--- THE DATA Enclosed Below ---

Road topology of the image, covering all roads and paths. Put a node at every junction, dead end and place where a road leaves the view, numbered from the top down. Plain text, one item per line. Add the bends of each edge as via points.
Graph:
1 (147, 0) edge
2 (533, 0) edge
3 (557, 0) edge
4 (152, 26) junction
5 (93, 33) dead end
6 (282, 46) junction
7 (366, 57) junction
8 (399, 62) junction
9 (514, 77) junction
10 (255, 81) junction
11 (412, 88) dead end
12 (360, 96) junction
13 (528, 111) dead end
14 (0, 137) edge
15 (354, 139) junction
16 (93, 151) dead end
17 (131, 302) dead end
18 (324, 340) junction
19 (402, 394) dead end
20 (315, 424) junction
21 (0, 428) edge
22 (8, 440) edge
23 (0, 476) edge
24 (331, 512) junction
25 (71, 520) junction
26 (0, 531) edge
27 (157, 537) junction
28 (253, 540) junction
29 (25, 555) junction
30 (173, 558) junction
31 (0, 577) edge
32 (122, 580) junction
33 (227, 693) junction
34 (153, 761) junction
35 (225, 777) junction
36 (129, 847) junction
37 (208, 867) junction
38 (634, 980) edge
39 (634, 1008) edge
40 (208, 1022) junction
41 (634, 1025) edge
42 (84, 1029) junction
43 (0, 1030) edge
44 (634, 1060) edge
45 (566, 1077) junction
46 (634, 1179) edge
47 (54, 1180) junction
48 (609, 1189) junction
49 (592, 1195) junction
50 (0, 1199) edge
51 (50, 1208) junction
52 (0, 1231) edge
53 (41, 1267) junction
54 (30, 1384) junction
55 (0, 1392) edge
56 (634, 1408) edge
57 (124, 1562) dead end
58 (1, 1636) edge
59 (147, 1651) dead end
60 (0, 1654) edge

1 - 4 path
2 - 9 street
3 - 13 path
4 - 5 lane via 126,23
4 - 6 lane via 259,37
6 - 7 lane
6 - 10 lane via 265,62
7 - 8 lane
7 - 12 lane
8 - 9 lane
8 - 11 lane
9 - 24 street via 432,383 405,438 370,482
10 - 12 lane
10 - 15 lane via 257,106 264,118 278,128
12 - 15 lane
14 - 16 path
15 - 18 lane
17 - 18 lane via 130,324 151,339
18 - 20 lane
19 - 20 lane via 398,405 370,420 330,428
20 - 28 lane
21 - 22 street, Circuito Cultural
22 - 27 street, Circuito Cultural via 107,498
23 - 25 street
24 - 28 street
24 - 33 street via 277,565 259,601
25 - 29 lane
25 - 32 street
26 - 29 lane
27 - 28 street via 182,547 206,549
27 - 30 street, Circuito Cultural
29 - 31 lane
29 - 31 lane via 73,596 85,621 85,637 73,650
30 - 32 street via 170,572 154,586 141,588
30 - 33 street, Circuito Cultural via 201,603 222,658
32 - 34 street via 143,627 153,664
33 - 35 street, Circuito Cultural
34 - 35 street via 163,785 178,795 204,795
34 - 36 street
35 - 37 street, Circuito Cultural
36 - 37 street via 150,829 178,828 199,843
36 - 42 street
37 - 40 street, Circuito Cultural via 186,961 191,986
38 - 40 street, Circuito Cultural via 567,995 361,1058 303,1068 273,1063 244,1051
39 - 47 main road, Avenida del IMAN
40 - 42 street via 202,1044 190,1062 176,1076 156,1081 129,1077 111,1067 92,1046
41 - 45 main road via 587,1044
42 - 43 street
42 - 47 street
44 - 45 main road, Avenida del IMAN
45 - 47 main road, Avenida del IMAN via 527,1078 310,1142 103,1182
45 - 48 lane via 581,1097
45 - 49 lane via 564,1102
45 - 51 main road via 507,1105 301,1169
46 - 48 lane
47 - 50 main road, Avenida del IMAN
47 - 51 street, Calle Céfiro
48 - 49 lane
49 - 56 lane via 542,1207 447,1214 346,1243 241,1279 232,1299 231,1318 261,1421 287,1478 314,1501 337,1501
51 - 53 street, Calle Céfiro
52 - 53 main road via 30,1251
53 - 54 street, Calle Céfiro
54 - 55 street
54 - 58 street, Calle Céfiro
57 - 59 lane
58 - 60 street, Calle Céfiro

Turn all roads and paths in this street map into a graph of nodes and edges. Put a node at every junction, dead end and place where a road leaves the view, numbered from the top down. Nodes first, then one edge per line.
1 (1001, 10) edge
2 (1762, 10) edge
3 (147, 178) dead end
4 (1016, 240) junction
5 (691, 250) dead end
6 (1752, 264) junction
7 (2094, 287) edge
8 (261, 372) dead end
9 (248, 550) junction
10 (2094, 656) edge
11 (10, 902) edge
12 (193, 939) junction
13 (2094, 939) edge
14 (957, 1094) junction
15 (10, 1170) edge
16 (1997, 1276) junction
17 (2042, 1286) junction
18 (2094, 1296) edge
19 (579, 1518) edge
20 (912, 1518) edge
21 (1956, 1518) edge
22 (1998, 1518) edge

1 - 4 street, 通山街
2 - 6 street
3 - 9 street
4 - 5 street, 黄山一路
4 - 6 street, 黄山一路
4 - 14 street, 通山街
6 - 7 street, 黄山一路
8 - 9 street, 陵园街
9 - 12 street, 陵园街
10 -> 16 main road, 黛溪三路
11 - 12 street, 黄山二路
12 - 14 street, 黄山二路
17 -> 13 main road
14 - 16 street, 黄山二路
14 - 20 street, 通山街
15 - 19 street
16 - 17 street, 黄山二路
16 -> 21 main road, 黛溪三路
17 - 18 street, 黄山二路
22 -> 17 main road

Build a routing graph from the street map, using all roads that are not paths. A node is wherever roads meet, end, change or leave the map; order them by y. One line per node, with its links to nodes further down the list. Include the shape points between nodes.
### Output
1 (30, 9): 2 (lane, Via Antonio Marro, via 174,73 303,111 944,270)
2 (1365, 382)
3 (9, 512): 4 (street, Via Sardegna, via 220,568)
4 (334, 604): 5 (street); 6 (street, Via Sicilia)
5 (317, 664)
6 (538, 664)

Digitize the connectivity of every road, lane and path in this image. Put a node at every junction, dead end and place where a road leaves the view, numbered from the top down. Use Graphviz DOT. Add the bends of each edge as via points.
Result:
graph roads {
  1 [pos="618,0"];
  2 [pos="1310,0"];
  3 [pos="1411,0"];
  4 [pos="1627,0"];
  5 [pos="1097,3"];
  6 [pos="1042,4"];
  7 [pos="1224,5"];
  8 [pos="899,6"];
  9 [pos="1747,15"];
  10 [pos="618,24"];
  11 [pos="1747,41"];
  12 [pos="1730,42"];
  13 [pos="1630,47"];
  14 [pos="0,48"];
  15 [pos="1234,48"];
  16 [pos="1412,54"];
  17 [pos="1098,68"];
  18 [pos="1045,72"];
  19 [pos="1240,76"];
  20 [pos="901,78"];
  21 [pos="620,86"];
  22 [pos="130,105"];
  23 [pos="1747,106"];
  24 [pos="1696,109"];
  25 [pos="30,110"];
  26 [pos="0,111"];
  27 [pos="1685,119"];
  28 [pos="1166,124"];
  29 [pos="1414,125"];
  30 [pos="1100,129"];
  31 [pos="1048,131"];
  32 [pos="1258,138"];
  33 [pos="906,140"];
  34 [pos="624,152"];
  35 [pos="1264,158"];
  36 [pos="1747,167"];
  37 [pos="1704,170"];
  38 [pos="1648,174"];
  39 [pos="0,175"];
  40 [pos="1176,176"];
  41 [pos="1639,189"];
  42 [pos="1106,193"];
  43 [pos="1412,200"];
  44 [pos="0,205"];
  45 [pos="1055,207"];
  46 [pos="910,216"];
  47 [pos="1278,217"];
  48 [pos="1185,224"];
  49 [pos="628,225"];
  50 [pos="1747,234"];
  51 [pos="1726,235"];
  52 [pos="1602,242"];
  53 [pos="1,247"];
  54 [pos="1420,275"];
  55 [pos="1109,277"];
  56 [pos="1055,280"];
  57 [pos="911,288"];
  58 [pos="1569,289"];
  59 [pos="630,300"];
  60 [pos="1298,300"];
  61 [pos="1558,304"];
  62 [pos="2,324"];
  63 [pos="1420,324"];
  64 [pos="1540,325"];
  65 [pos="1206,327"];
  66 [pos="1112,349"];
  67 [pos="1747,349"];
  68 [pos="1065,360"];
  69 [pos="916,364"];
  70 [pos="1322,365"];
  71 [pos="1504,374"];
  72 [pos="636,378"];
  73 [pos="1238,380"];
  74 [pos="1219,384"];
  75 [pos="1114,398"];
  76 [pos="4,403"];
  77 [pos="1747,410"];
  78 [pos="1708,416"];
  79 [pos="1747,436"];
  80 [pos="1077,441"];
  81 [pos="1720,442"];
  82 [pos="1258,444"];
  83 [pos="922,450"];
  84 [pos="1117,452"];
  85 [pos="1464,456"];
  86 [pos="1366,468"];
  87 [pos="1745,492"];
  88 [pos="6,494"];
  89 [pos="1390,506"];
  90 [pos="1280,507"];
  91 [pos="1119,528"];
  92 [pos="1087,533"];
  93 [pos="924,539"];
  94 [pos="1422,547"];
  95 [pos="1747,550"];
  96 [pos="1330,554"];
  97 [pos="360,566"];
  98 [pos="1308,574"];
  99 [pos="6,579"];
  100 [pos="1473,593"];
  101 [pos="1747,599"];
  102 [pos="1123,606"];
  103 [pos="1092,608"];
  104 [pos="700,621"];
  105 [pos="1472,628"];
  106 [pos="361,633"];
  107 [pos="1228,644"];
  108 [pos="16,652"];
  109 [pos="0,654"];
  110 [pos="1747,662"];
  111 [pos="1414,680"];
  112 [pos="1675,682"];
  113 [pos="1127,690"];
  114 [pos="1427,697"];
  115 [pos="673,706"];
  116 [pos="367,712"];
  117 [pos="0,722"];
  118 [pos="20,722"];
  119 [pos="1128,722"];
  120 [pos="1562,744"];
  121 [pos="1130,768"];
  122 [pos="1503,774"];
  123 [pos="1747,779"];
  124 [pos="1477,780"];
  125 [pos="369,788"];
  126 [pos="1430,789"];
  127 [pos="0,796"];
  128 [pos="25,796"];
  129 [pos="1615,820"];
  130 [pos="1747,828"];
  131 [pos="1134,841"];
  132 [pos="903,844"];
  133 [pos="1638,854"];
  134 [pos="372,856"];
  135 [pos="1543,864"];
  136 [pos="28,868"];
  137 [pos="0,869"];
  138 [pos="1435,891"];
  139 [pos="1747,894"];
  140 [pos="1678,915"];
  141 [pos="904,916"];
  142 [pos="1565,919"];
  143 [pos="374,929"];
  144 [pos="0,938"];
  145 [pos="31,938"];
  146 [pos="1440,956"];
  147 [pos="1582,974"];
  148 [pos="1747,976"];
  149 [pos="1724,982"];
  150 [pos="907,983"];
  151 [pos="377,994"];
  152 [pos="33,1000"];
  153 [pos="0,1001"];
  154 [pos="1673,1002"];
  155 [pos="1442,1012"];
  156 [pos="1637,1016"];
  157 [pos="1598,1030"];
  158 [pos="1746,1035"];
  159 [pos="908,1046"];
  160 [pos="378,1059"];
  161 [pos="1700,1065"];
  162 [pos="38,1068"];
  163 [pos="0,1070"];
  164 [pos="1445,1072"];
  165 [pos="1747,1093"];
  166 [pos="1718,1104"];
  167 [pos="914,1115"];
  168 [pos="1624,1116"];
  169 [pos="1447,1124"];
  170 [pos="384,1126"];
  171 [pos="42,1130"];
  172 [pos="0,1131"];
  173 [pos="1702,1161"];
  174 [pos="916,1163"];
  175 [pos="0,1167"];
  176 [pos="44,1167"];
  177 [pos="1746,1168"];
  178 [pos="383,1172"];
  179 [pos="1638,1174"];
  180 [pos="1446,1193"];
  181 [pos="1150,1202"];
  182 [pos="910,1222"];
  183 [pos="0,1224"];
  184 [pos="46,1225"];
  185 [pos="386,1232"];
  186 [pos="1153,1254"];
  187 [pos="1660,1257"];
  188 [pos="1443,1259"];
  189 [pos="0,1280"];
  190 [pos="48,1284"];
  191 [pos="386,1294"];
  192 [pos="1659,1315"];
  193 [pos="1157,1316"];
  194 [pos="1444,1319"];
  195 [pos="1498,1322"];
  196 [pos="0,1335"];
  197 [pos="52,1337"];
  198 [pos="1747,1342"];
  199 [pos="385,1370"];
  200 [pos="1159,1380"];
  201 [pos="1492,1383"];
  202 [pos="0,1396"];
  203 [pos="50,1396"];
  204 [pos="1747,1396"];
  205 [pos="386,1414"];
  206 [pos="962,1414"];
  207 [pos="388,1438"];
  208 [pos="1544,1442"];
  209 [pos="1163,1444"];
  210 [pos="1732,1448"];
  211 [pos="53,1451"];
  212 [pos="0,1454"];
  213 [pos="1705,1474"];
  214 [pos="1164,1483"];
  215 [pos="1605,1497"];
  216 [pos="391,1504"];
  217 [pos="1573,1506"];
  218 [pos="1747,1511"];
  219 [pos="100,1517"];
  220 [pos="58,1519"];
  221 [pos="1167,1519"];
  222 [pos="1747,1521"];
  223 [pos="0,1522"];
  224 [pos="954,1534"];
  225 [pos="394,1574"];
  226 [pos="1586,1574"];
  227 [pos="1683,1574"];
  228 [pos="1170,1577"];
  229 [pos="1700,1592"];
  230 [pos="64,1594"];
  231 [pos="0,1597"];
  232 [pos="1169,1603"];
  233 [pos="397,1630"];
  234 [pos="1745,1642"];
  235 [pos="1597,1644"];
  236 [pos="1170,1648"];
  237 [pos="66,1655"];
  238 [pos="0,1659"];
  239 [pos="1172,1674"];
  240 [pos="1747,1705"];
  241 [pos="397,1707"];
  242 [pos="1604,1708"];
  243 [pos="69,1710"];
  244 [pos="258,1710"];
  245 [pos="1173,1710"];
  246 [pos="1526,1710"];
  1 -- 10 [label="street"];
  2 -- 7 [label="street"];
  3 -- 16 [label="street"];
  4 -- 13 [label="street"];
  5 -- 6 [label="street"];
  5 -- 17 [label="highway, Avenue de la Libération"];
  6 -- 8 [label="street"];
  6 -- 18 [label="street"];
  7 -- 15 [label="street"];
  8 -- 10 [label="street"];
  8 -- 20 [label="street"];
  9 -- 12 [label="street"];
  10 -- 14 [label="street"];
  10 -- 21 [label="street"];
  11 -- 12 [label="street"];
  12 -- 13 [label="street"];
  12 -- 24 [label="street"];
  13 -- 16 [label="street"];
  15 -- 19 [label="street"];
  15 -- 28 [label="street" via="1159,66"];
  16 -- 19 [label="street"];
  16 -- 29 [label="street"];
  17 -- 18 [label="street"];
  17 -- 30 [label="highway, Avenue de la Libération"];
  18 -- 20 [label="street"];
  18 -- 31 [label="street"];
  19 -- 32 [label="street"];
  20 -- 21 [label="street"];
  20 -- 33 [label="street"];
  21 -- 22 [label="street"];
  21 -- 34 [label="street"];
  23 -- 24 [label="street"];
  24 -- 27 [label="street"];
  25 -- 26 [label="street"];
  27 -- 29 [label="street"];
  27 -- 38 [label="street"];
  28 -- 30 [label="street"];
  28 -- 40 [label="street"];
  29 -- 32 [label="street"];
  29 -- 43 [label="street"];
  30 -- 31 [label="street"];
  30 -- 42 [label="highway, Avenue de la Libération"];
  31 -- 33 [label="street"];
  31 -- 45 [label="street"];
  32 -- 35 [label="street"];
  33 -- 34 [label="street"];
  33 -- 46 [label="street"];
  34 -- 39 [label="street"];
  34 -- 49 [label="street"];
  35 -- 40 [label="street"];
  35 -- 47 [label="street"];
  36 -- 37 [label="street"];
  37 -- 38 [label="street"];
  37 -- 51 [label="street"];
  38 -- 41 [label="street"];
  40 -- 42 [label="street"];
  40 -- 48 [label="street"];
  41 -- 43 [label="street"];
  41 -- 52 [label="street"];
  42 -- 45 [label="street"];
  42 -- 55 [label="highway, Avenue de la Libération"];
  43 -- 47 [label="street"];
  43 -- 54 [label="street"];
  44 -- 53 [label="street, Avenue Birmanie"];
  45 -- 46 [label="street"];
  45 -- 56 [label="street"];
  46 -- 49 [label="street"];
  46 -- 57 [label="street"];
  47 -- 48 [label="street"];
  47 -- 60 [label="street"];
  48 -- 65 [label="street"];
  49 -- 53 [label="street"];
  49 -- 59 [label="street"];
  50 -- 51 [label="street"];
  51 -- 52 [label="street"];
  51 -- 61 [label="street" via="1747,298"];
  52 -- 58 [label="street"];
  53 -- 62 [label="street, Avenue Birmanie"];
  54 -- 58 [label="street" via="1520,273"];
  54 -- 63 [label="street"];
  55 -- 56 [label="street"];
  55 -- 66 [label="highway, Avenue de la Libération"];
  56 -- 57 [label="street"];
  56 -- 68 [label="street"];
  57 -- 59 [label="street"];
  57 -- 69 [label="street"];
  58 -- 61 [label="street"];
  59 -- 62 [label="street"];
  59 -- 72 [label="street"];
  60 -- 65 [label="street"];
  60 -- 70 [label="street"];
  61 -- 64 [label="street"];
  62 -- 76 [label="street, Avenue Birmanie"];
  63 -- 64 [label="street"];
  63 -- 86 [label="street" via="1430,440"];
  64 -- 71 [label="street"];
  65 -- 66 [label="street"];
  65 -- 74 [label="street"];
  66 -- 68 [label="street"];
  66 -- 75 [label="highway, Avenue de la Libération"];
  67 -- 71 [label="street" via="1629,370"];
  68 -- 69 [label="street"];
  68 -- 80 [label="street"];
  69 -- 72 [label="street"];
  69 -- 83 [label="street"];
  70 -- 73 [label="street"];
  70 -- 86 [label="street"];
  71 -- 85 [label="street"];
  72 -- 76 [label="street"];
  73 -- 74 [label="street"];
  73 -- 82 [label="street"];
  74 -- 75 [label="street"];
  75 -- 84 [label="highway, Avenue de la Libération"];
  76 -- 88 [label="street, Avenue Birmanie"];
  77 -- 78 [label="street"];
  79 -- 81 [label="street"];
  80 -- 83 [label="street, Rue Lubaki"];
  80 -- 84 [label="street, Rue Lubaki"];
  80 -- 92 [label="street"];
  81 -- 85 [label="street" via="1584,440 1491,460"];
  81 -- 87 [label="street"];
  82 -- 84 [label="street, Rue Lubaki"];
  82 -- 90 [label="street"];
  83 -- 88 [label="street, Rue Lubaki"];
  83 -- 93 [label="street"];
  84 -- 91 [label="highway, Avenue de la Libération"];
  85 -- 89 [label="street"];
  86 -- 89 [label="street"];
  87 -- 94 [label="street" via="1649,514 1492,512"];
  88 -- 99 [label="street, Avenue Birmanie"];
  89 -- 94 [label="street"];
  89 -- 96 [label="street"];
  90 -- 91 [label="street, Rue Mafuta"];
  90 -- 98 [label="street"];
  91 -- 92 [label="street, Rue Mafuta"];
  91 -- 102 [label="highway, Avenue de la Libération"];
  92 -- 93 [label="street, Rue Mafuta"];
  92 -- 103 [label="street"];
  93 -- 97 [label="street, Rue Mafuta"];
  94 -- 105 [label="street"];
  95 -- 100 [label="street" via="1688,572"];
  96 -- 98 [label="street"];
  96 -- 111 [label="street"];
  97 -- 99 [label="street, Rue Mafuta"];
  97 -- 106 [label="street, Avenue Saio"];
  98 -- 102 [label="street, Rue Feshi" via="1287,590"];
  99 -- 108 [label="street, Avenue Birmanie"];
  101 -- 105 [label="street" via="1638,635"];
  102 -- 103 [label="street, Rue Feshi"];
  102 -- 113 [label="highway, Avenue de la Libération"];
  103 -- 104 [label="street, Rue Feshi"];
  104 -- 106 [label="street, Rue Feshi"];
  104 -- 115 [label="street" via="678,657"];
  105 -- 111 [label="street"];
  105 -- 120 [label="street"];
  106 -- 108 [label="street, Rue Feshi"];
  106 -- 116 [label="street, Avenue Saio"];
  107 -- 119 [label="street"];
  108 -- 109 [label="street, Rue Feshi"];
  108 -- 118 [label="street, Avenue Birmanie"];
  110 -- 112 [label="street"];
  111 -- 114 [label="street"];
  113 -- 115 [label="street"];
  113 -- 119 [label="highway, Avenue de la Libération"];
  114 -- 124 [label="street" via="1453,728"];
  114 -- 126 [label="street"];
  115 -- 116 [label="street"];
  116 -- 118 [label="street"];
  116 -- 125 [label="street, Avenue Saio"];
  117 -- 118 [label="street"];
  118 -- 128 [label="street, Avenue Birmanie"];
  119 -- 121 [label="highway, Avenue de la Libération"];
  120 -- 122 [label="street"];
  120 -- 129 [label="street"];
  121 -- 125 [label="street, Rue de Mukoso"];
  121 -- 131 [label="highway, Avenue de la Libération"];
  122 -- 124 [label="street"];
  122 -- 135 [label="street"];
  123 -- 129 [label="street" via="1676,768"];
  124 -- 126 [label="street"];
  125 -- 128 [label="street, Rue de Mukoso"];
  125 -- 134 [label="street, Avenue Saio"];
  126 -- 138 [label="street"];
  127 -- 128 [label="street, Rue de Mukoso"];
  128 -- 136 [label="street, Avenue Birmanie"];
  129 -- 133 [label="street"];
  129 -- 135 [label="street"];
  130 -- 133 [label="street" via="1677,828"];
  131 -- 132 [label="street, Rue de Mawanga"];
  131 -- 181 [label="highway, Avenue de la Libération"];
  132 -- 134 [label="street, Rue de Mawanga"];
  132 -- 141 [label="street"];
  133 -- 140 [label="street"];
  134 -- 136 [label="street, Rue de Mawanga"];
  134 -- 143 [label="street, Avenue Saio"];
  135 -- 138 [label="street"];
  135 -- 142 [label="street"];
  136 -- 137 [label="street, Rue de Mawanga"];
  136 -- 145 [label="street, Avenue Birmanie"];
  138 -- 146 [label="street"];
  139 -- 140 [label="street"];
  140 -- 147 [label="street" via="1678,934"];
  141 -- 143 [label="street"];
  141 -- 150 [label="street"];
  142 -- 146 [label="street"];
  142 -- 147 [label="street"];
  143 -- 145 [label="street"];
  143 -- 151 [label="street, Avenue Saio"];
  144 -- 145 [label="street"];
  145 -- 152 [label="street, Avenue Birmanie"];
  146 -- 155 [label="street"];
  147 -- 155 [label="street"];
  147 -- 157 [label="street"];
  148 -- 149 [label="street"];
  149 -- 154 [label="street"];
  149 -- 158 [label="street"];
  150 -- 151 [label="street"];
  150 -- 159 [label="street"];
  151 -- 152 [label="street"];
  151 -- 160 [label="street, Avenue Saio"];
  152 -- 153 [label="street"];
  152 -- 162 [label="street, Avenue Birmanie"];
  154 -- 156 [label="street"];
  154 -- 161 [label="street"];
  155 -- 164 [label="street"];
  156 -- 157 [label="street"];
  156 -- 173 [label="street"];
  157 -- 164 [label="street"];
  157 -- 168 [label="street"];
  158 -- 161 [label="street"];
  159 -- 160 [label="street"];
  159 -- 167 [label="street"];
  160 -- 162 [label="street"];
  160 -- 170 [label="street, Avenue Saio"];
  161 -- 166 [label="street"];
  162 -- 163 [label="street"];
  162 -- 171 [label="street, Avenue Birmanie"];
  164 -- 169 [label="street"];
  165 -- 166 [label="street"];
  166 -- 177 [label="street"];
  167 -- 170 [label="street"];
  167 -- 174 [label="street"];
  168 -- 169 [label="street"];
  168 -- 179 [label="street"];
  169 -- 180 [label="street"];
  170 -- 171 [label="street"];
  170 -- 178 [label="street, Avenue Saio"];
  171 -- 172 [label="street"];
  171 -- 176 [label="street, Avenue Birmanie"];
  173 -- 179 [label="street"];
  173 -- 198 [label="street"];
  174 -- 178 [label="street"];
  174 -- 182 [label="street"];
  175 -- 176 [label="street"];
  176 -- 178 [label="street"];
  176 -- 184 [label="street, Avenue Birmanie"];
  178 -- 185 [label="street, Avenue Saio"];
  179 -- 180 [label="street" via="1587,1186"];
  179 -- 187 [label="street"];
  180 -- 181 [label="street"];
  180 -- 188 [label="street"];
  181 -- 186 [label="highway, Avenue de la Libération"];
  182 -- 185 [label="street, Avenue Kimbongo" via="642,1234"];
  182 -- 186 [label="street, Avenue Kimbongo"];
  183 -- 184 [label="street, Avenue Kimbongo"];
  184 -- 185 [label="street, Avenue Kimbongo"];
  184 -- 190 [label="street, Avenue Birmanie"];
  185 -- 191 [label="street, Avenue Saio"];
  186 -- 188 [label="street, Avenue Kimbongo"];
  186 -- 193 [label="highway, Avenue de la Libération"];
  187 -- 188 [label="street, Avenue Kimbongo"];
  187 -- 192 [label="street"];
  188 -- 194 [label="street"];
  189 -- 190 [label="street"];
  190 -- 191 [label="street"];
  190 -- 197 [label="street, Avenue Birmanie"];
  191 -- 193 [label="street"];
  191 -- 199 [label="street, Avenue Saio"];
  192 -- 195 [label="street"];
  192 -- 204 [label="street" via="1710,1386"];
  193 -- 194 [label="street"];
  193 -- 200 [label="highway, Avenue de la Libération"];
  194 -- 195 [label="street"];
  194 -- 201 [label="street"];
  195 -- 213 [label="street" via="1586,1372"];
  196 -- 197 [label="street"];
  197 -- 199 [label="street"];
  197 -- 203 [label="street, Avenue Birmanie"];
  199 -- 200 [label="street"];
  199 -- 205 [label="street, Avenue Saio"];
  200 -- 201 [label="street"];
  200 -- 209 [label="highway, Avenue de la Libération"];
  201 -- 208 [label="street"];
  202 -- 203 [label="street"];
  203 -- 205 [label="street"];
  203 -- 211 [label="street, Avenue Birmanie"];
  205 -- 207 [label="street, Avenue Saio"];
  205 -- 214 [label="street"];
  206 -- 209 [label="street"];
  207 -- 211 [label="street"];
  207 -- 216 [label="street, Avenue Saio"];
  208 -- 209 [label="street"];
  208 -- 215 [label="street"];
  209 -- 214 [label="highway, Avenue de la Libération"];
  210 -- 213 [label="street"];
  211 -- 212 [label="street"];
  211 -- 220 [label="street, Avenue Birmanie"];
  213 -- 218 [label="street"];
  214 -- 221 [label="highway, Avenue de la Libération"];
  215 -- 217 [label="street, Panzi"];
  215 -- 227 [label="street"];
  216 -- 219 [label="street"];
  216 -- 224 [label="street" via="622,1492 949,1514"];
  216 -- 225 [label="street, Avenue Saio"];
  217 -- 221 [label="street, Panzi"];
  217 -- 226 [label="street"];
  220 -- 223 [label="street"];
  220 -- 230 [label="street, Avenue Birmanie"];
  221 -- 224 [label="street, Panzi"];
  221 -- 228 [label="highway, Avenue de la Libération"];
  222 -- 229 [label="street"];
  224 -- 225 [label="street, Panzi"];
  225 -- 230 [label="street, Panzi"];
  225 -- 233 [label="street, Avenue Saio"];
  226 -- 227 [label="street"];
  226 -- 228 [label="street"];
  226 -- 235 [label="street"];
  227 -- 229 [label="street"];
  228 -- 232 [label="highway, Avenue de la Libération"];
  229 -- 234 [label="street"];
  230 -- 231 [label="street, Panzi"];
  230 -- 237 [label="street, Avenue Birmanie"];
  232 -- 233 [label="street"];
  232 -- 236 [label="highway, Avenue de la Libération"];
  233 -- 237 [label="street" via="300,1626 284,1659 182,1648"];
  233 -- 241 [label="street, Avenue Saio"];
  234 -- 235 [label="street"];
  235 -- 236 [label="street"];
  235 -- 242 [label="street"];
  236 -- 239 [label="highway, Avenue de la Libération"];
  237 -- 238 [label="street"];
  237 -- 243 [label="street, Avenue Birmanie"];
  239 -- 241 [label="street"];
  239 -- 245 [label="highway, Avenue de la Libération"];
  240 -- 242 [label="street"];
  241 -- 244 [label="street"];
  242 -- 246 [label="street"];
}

--- End of Enclosed THE DATA ---

TASK STATEMENT:
Could you return exactly the stretch of the data above that starts at the line with "Build a routing" and ends at the line with "Digitize the connectivity", both lines included?

TASK RESPONSE:
Build a routing graph from the street map, using all roads that are not paths. A node is wherever roads meet, end, change or leave the map; order them by y. One line per node, with its links to nodes further down the list. Include the shape points between nodes.
### Output
1 (30, 9): 2 (lane, Via Antonio Marro, via 174,73 303,111 944,270)
2 (1365, 382)
3 (9, 512): 4 (street, Via Sardegna, via 220,568)
4 (334, 604): 5 (street); 6 (street, Via Sicilia)
5 (317, 664)
6 (538, 664)

Digitize the connectivity of every road, lane and path in this image. Put a node at every junction, dead end and place where a road leaves the view, numbered from the top down. Use Graphviz DOT. Add the bends of each edge as via points.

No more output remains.